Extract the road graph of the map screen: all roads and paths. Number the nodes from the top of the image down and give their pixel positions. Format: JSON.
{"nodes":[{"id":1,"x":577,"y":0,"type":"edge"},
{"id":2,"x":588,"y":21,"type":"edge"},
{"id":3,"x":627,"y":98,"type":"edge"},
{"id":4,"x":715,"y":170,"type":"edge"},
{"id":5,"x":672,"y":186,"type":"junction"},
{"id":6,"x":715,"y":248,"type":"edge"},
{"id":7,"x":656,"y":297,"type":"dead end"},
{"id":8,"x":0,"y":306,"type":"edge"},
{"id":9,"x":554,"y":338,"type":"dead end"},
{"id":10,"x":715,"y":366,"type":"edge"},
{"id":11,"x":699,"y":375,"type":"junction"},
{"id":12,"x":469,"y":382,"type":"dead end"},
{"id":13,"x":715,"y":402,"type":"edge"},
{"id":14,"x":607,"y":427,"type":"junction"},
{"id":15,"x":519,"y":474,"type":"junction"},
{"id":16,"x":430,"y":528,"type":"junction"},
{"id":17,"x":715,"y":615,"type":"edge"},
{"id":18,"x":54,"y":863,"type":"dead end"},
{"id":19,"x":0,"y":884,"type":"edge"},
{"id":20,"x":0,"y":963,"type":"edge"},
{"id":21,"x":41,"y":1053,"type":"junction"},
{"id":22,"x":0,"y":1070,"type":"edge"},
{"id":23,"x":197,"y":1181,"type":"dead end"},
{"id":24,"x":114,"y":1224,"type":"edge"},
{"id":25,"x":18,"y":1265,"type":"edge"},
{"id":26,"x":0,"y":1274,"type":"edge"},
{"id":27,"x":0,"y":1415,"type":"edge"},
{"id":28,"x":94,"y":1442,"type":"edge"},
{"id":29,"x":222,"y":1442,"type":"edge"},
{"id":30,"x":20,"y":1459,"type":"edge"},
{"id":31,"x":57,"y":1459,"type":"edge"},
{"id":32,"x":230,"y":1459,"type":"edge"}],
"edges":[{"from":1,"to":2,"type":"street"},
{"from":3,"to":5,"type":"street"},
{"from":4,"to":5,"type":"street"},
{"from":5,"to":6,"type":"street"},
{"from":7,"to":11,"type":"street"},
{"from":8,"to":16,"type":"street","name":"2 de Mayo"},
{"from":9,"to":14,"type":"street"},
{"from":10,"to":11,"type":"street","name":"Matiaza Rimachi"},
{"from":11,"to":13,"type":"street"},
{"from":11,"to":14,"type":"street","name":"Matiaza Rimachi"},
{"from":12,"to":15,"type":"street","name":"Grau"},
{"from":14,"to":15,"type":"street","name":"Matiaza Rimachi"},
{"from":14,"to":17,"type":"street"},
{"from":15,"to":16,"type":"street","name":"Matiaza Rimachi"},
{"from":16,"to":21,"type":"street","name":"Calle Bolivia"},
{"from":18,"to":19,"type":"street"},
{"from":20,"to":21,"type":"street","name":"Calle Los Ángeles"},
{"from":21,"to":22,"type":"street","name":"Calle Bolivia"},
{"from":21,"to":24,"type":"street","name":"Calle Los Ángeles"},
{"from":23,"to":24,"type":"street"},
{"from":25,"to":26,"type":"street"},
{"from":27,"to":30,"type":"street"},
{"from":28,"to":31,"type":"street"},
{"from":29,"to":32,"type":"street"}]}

==================================================

Return each line of the material above that holds the string "nodes".

#### Result below:
Extract the road graph of the map screen: all roads and paths. Number the nodes from the top of the image down and give their pixel positions. Format: JSON.
{"nodes":[{"id":1,"x":577,"y":0,"type":"edge"},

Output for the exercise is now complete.